# Rubberband Gatling gun



## WoodHog (Sep 24, 2008)

I'm having a hard time finding the plans for the Gatling gun. It has 12 barrels and holds and shoots 144 rubberbands, as fast as you can crank it. Cand any one out there in woodworking world help find these plans.
Thanks


----------



## RvK (Nov 22, 2009)

so at first I said "rubberband gatling gun? meh. whats the point?" 
and then a search on youtube came up with….






first i was like 
then i was like 

I found a few sites with plans for some other ones..

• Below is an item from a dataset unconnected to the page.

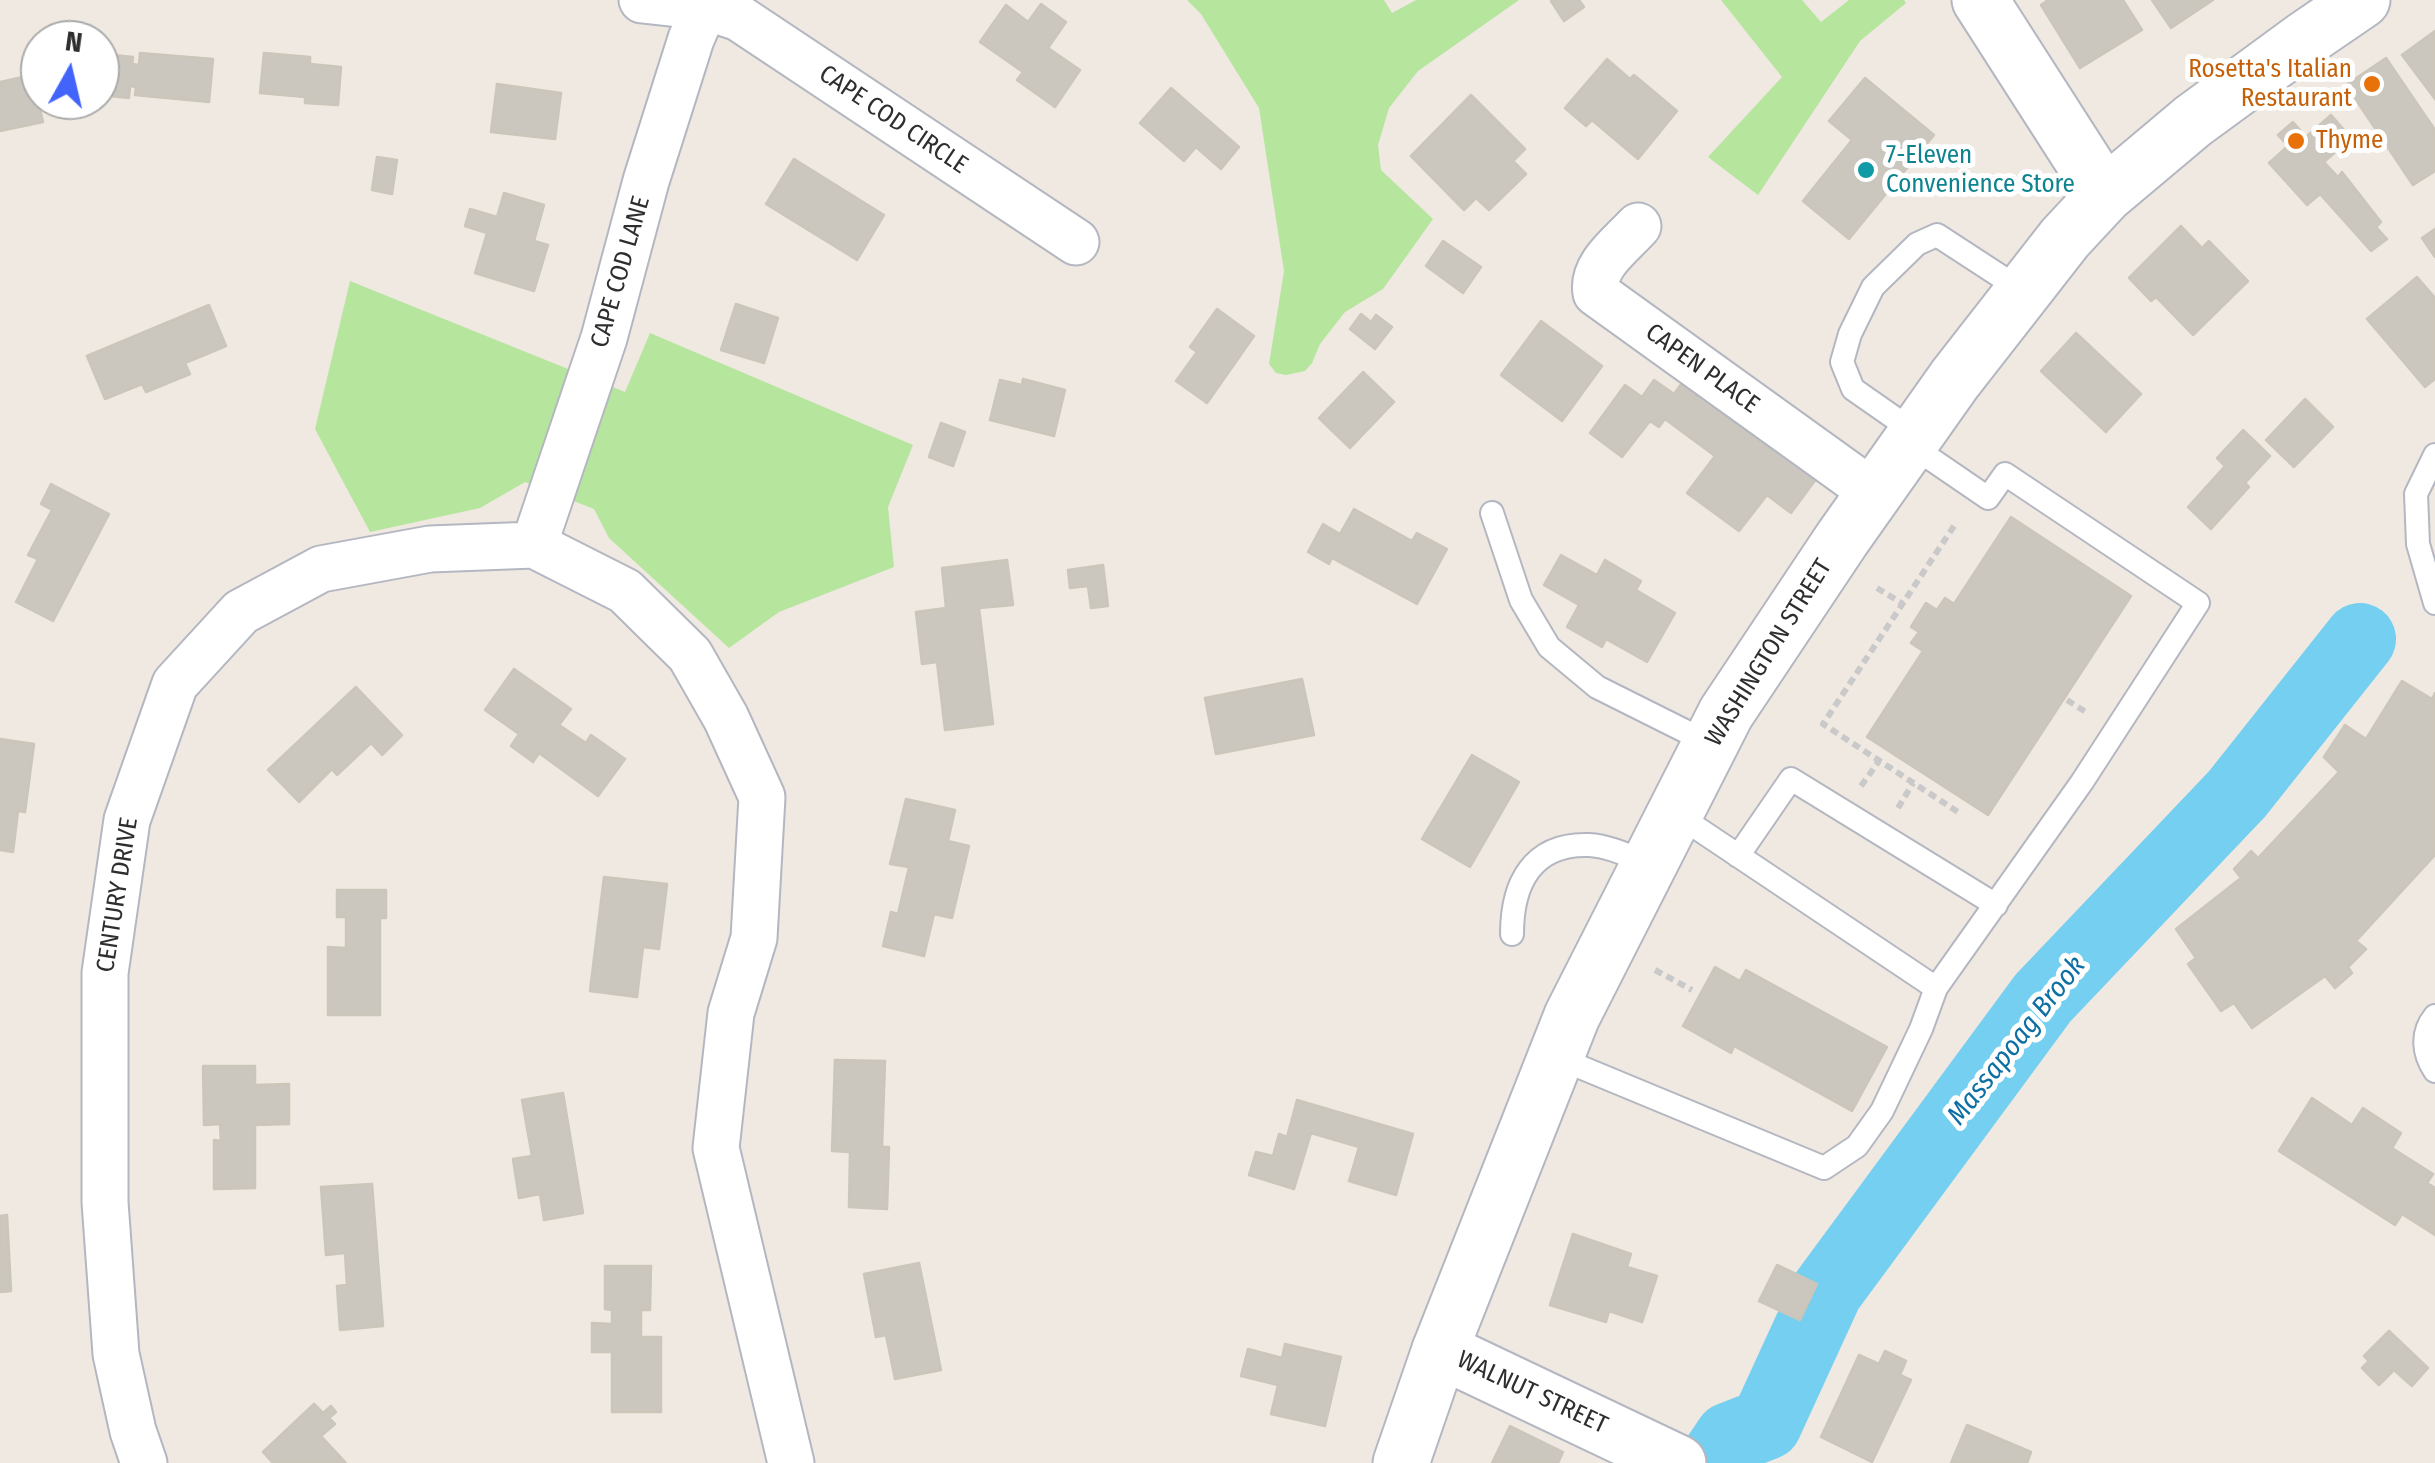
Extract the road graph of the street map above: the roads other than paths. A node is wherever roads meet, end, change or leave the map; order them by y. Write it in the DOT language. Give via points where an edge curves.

http://barkingunicorn.wordpress.com/2009/08/20/rubber-band-machine-gun-plans/
http://www.backyardartillery.com/rbguns


----------



## TopamaxSurvivor (May 2, 2008)

I haved looked a little. I found lots of rubber band guns, but very few plans. Mostly sites wanting to sell the finished product. If you watch a little of the video action, you should be able to see how they work.


----------



## RvK (Nov 22, 2009)

yea, there were a couple "how to" videos on youtube as well, and more on the Disintegrator's home site (link in the video). Someday, amma make me one o' those bad boys…someday….


----------



## a1Jim (Aug 9, 2008)

that's wild


----------



## TopamaxSurvivor (May 2, 2008)

I was tinnking about making some for my grandkids, but at Christmas they had machine guns that shot rubber balls. They shoot and load a lot quicker than the rubber band models. Hard to keep up with the latest battery operated toys ) I was going to make a rocking horse, but my son said they didn't play with the riding toys they already had, so it probaply wasn't worth the effort.


----------



## Padre (Nov 5, 2008)

Wow, that is something!


----------